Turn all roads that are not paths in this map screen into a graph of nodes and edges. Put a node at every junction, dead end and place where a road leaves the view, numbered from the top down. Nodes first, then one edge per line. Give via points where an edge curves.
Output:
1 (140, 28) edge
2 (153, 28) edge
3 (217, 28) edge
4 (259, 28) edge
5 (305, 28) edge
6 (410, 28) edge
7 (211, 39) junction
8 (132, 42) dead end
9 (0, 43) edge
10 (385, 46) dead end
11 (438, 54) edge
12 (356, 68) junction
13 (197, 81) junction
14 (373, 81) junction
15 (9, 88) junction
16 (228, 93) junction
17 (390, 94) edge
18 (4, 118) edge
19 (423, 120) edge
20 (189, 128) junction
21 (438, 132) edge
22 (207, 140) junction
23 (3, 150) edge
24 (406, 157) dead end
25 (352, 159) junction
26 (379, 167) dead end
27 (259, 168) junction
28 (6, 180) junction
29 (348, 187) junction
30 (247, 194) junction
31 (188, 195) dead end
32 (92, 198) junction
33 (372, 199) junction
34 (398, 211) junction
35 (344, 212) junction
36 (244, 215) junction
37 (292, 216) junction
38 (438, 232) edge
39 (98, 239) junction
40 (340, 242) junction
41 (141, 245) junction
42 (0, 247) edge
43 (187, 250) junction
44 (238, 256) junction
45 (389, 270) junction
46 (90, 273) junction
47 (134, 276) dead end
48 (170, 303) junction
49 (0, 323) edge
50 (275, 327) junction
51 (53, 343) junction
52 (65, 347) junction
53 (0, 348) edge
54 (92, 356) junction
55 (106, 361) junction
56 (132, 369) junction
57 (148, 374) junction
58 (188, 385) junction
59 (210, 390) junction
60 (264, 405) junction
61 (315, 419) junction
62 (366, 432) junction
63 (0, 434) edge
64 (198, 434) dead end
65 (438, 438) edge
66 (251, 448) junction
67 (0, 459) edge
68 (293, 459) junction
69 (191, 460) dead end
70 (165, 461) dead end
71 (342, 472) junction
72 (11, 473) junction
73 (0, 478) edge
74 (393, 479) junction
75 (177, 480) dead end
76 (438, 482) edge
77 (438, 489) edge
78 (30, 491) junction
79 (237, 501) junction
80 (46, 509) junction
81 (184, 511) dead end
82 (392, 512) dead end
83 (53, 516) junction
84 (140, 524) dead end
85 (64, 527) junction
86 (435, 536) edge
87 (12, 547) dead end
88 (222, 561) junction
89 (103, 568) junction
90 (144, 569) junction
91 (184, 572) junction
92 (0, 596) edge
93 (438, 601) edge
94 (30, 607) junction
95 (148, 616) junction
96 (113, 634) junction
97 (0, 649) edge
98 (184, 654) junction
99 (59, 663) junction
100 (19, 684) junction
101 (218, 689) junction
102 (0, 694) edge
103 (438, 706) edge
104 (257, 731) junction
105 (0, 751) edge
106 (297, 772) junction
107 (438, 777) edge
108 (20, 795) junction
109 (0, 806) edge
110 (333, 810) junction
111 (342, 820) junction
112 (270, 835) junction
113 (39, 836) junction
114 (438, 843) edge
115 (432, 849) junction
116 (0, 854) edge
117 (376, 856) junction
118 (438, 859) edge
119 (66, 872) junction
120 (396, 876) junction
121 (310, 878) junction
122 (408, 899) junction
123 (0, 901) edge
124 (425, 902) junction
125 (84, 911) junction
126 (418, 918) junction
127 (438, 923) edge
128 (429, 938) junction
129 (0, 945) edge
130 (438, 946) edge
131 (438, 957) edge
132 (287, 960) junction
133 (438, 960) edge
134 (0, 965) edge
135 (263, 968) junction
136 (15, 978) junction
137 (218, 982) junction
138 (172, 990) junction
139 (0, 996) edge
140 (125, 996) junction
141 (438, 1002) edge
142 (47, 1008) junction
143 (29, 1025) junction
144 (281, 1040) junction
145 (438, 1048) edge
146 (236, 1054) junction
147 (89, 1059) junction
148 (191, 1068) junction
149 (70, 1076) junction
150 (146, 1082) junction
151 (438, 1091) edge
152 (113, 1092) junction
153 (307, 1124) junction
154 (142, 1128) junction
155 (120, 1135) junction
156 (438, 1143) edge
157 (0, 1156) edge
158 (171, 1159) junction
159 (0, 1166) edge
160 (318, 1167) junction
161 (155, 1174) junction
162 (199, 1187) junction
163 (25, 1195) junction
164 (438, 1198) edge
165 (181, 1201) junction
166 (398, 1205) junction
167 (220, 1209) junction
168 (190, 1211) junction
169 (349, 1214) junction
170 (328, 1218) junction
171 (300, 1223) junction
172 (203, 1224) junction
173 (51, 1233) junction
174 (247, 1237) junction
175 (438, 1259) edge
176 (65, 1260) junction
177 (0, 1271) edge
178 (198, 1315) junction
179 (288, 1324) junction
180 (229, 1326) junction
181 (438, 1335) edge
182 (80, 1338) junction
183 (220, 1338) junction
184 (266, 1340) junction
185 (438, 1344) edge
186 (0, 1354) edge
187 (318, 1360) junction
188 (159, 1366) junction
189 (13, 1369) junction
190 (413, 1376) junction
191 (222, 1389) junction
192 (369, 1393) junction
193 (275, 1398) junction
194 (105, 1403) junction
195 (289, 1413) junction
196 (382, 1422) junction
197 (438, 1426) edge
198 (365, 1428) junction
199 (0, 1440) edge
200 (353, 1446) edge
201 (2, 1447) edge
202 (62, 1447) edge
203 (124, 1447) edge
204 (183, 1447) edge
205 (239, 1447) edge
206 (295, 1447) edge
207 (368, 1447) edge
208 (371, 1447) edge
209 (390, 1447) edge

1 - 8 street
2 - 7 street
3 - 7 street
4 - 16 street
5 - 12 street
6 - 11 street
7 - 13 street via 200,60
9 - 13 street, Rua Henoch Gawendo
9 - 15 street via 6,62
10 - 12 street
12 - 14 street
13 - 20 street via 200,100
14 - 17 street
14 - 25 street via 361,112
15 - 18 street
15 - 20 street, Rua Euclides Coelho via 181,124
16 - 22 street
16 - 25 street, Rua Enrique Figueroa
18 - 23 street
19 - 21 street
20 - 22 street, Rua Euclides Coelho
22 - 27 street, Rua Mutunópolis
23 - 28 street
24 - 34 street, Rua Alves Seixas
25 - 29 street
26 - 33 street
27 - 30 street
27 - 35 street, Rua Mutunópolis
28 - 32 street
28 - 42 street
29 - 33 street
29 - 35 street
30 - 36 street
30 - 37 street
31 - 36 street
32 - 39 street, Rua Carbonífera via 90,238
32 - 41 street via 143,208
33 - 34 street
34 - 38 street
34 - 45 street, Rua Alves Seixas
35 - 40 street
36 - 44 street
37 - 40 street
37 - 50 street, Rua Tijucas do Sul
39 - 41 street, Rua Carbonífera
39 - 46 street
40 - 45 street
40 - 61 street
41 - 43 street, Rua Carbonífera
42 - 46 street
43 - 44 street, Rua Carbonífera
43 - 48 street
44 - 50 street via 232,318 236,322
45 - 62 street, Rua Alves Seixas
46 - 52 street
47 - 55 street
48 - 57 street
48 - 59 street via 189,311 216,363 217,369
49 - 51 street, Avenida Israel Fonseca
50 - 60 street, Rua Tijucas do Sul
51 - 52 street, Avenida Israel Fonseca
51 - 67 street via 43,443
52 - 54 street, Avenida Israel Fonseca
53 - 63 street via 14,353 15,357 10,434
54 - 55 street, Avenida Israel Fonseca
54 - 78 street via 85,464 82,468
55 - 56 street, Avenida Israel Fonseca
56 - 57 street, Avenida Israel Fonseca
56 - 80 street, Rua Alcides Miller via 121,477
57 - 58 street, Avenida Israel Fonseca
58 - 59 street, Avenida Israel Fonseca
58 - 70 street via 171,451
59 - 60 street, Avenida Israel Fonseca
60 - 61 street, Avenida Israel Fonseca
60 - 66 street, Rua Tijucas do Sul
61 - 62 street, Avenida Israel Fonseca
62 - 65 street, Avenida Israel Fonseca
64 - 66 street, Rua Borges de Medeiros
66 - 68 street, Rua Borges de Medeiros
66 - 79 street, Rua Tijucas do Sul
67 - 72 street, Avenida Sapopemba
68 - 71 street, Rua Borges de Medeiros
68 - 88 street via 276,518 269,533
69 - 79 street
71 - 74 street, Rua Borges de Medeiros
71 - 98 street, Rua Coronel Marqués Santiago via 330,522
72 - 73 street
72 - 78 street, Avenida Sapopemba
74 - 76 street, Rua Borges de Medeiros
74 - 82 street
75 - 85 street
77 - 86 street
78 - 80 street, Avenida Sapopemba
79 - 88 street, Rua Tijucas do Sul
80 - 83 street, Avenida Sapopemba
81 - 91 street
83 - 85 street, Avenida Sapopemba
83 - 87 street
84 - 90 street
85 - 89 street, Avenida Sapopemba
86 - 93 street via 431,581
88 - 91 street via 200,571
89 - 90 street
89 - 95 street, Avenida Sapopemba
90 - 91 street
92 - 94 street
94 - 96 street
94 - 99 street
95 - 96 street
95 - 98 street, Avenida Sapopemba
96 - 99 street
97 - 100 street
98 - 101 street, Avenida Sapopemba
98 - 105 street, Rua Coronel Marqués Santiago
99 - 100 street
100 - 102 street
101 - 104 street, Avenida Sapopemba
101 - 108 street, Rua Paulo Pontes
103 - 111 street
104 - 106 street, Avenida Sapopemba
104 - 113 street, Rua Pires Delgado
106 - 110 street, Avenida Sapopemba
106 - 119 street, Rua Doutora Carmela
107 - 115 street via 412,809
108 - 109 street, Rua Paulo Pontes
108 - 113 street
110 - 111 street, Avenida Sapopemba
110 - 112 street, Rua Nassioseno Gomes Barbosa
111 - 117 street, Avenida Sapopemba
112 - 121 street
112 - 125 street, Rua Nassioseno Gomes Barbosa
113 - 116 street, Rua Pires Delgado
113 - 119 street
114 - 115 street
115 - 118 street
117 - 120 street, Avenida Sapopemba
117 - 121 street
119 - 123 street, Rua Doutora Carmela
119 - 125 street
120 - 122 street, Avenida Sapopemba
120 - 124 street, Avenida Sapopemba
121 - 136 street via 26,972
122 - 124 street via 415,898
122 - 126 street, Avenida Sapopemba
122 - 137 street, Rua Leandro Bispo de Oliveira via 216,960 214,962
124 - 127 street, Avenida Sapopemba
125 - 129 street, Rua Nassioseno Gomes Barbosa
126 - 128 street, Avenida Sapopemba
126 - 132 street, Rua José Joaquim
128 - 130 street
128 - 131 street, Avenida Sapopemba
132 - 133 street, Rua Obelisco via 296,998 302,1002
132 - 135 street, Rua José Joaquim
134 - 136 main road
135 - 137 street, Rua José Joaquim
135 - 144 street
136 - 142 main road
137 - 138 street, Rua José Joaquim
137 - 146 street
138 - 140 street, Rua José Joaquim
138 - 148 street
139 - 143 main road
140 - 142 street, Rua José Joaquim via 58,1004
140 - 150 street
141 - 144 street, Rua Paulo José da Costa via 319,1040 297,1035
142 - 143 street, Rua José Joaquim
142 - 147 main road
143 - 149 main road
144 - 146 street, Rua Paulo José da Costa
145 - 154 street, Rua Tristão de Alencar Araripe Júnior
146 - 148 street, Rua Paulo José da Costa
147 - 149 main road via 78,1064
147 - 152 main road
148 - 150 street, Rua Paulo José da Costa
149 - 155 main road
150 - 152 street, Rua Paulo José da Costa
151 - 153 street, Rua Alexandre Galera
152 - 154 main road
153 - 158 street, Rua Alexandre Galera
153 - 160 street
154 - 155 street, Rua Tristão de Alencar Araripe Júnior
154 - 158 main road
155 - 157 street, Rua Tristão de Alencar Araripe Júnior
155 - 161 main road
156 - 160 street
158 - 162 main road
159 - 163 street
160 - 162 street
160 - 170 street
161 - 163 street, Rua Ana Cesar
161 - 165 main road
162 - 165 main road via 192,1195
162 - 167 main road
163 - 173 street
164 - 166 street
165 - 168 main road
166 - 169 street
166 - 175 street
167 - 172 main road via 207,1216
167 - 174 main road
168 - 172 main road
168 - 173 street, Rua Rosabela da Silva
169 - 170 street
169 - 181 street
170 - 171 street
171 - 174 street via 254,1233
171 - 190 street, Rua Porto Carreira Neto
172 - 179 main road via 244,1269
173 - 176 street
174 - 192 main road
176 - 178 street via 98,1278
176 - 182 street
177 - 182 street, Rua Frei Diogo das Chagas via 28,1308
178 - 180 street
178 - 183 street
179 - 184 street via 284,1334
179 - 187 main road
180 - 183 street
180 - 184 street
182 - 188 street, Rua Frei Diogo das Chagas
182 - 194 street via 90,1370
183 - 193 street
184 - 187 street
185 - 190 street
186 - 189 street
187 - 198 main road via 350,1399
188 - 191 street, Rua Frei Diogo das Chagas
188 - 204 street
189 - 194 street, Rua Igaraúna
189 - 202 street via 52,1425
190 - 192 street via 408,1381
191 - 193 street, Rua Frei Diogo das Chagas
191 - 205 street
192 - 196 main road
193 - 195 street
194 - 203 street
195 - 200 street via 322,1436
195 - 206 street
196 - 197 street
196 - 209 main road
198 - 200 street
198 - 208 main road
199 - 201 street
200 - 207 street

-*-*-

DIRECTIONS FOR THIS TASK:
After examining the listing, give only the count of lines holding the string "Araripe".

WRITTEN ANSWER:
3